Antisemitic hate crimes in NYC are on the rise, NYPD figures show
NEW YORK — Antisemitic hate crimes in New York City more than doubled last month from a year ago, New York Police Department data show — a troubling trend that unfolded against a backdrop of high-profile figures making headlines for remarks targeting Jewish people.
The five boroughs had 45 antisemitic crimes in November compared with 20 in November 2021, according to newly released NYPD statistics.
The 125% jump came the same month two men were busted for plotting to shoot up a city synagogue. Meanwhile, the musician Ye, formerly known as Kanye West, has unleashed a steady stream of antisemitic and Hitler-praising remarks online and in interviews in recent weeks.
Closer to home, Brooklyn Nets star guard Kyrie Irving was suspended for “conduct detrimental to the team” after posting a link to an antisemitic movie on social media. Given the prevalence of hateful speech in the public sphere, former Brooklyn Councilman David Greenfield called the increase in antisemitic attacks “sad, but not surprising.”
—New York Daily News
Feds say life in prison 'sufficient' for Whitmer kidnap plotter
DETROIT — A life prison sentence for Adam Fox, a convicted ringleader of a plot to kidnap Gov. Gretchen Whitmer, is sufficient for trying to "light the fire of a second revolution," federal prosecutors said late Monday.
The maximum penalty could help deter terrorism and widespread, anti-government, militia extremism that has flared in the two years since Fox and a group plotted to kidnap Whitmer, angered by the governor's pandemic restrictions, prosecutors wrote in a sentencing memorandum.
The memo was filed one week before the 39-year-old Potterville resident is scheduled to be sentenced in federal court in Grand Rapids for heading a plot that represented the largest domestic terrorism case in a generation that has shed light on political extremism in Michigan.
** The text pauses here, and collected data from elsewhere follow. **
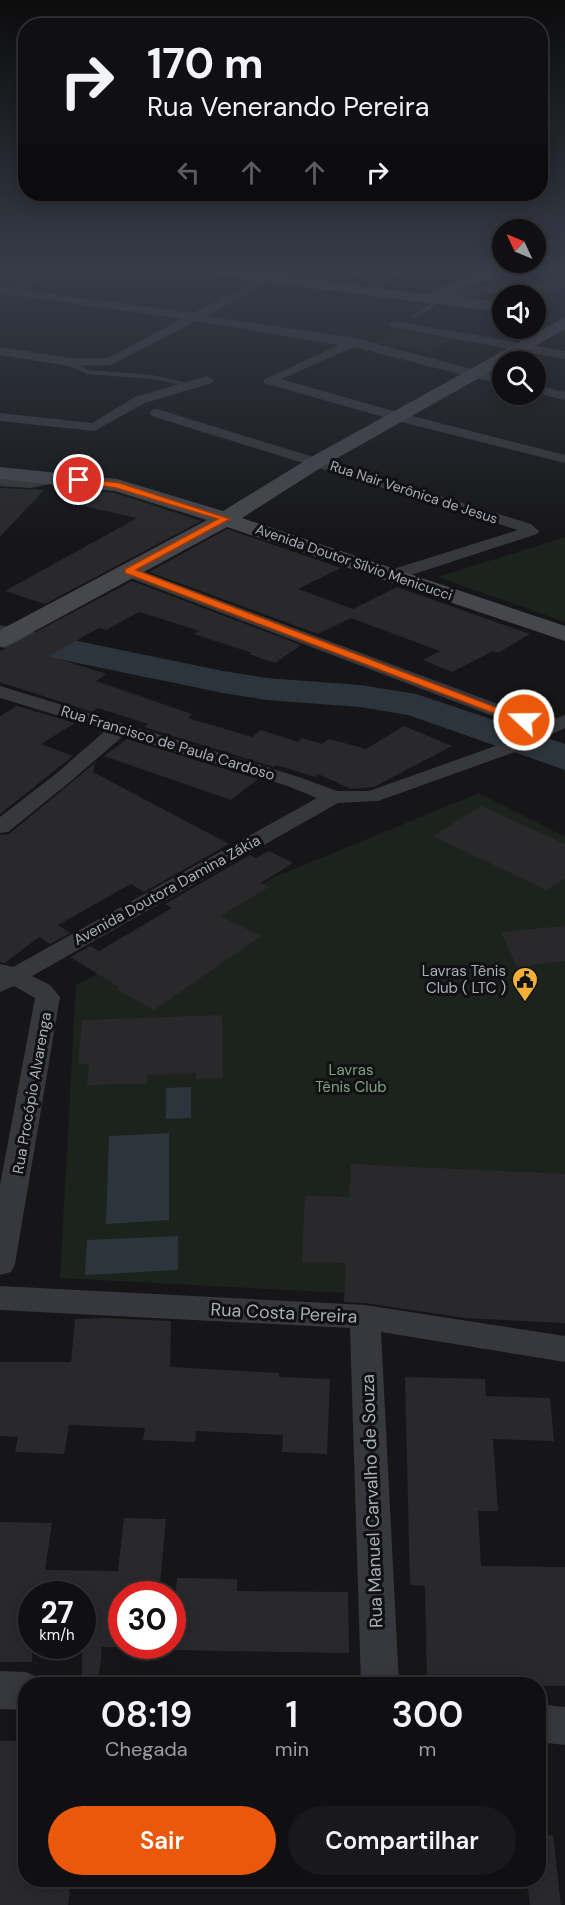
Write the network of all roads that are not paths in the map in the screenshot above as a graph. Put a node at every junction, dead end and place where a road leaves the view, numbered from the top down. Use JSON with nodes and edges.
{"nodes":[{"id":1,"x":53,"y":360,"type":"edge"},
{"id":2,"x":113,"y":360,"type":"edge"},
{"id":3,"x":314,"y":360,"type":"edge"},
{"id":4,"x":417,"y":360,"type":"edge"},
{"id":5,"x":497,"y":360,"type":"edge"},
{"id":6,"x":65,"y":362,"type":"junction"},
{"id":7,"x":472,"y":374,"type":"junction"},
{"id":8,"x":492,"y":379,"type":"edge"},
{"id":9,"x":207,"y":380,"type":"dead end"},
{"id":10,"x":193,"y":385,"type":"junction"},
{"id":11,"x":546,"y":391,"type":"edge"},
{"id":12,"x":565,"y":396,"type":"edge"},
{"id":13,"x":157,"y":413,"type":"dead end"},
{"id":14,"x":0,"y":417,"type":"edge"},
{"id":15,"x":399,"y":417,"type":"junction"},
{"id":16,"x":565,"y":459,"type":"edge"},
{"id":17,"x":318,"y":461,"type":"junction"},
{"id":18,"x":0,"y":473,"type":"edge"},
{"id":19,"x":61,"y":478,"type":"junction"},
{"id":20,"x":0,"y":482,"type":"edge"},
{"id":21,"x":225,"y":519,"type":"junction"},
{"id":22,"x":128,"y":571,"type":"junction"},
{"id":23,"x":393,"y":574,"type":"junction"},
{"id":24,"x":565,"y":634,"type":"edge"},
{"id":25,"x":0,"y":640,"type":"edge"},
{"id":26,"x":0,"y":692,"type":"edge"},
{"id":27,"x":565,"y":721,"type":"edge"},
{"id":28,"x":119,"y":729,"type":"junction"},
{"id":29,"x":537,"y":733,"type":"junction"},
{"id":30,"x":334,"y":797,"type":"junction"},
{"id":31,"x":0,"y":827,"type":"edge"},
{"id":32,"x":4,"y":977,"type":"edge"},
{"id":33,"x":0,"y":1264,"type":"edge"},
{"id":34,"x":0,"y":1298,"type":"edge"},
{"id":35,"x":364,"y":1317,"type":"junction"},
{"id":36,"x":565,"y":1349,"type":"edge"},
{"id":37,"x":380,"y":1677,"type":"edge"},
{"id":38,"x":0,"y":1690,"type":"edge"},
{"id":39,"x":18,"y":1691,"type":"edge"},
{"id":40,"x":546,"y":1724,"type":"edge"},
{"id":41,"x":565,"y":1726,"type":"edge"}],
"edges":[{"from":1,"to":6,"type":"street"},
{"from":2,"to":6,"type":"street"},
{"from":3,"to":15,"type":"street"},
{"from":4,"to":7,"type":"street"},
{"from":5,"to":7,"type":"street"},
{"from":6,"to":10,"type":"lane"},
{"from":7,"to":8,"type":"street"},
{"from":7,"to":15,"type":"street"},
{"from":9,"to":10,"type":"street"},
{"from":10,"to":14,"type":"street"},
{"from":11,"to":12,"type":"street"},
{"from":13,"to":17,"type":"street","name":"Rua Nair Verônica de Jesus"},
{"from":15,"to":16,"type":"street"},
{"from":15,"to":17,"type":"street"},
{"from":17,"to":21,"type":"street"},
{"from":17,"to":23,"type":"street","name":"Rua Nair Verônica de Jesus"},
{"from":18,"to":19,"type":"street","name":"Avenida Doutor Sílvio Menicucci"},
{"from":19,"to":20,"type":"street"},
{"from":19,"to":21,"type":"street","name":"Avenida Doutor Sílvio Menicucci"},
{"from":21,"to":22,"type":"street"},
{"from":21,"to":23,"type":"street","name":"Avenida Doutor Sílvio Menicucci"},
{"from":22,"to":25,"type":"street"},
{"from":22,"to":29,"type":"street"},
{"from":23,"to":24,"type":"street","name":"Avenida Doutor Sílvio Menicucci"},
{"from":26,"to":28,"type":"street","name":"Rua Francisco de Paula Cardoso"},
{"from":27,"to":29,"type":"street"},
{"from":28,"to":30,"type":"street","name":"Rua Francisco de Paula Cardoso"},
{"from":28,"to":31,"type":"street"},
{"from":29,"to":30,"type":"street"},
{"from":30,"to":32,"type":"street","name":"Avenida Doutora Damina Zákia"},
{"from":32,"to":33,"type":"street","name":"Rua Procópio Alvarenga"},
{"from":34,"to":35,"type":"street","name":"Rua Costa Pereira"},
{"from":35,"to":36,"type":"street","name":"Rua Costa Pereira"},
{"from":35,"to":37,"type":"street","name":"Rua Manuel Carvalho de Souza"},
{"from":38,"to":39,"type":"street"},
{"from":40,"to":41,"type":"street"}]}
So far, seven people have been convicted on state or federal charges related to the plot while an eighth individual, FBI informant Stephen Robeson, was convicted of a federal gun crime. Delaware truck driver Barry Croft, the other convicted ringleader, is set to be sentenced Dec. 28.
—The Detroit News
Amber Heard appeal alleges myriad errors led to Johnny Depp’s win in defamation trial
Amber Heard has officially appealed the decision in the defamation case brought by Johnny Depp, with her attorneys citing what they believe to be numerous errors committed at trial, including allowing the case to be heard in Virginia and refusing to allow communications between Heard and certain doctors to be admitted as evidence.
The “Pirates of the Caribbean” star in June was awarded $10 million in compensatory damages and $5 million in punitive damages — the latter reduced to $350,000 in line with Virginia statute — after Heard was found liable for defaming him in an essay published by the Washington Post.
Heard, who had filed a countersuit, was awarded $2 million at the same time after the jury found Depp liable for a comment made about Heard by his then-attorney Adam Waldman. Heard’s appeal was filed Nov. 23 with the Court of Appeals in Virginia.
Depp originally sued the “Aquaman” actor for $50 million in March 2019, alleging that an essay published by the Washington Post — whose servers are in Virginia — dubbed him a perpetrator of “sexual violence” and cost him tens of millions of dollars’ worth of lost work.
—Los Angeles Times
Mass extinctions are happening. Can they be stopped?
Scientists, conservationists and government representatives will gather this week in Montreal to decide on a plan to stop a stunning loss of plant and animal life around the globe. The United Nations' COP15 — a conference on biological diversity — offers a rare chance for countries to set mutual commitments and milestones for restoring and protecting key lands and waters.
The much-delayed and anticipated conference that begins Wednesday comes three years after a U.N. report found that more than 1 million species are at risk of extinction within the next few decades. Scientists are calling it the earth's sixth mass extinction — the first caused by humans. The decline has already begun and is affecting every part of the world, including Minnesota, where at least 150 species of animals and plants are on the verge of disappearing.
To reverse the trend, nations need to set concrete goals for saving land, funding restoration and protecting species, said Jeannine Cavender-Bares, a professor of ecology, evolution and behavior at the University of Minnesota.
Any commitments need to be clear, precise and measurable. They need to be monitored as they're implemented. "Scientists are really worried that these targets are getting watered down," she said.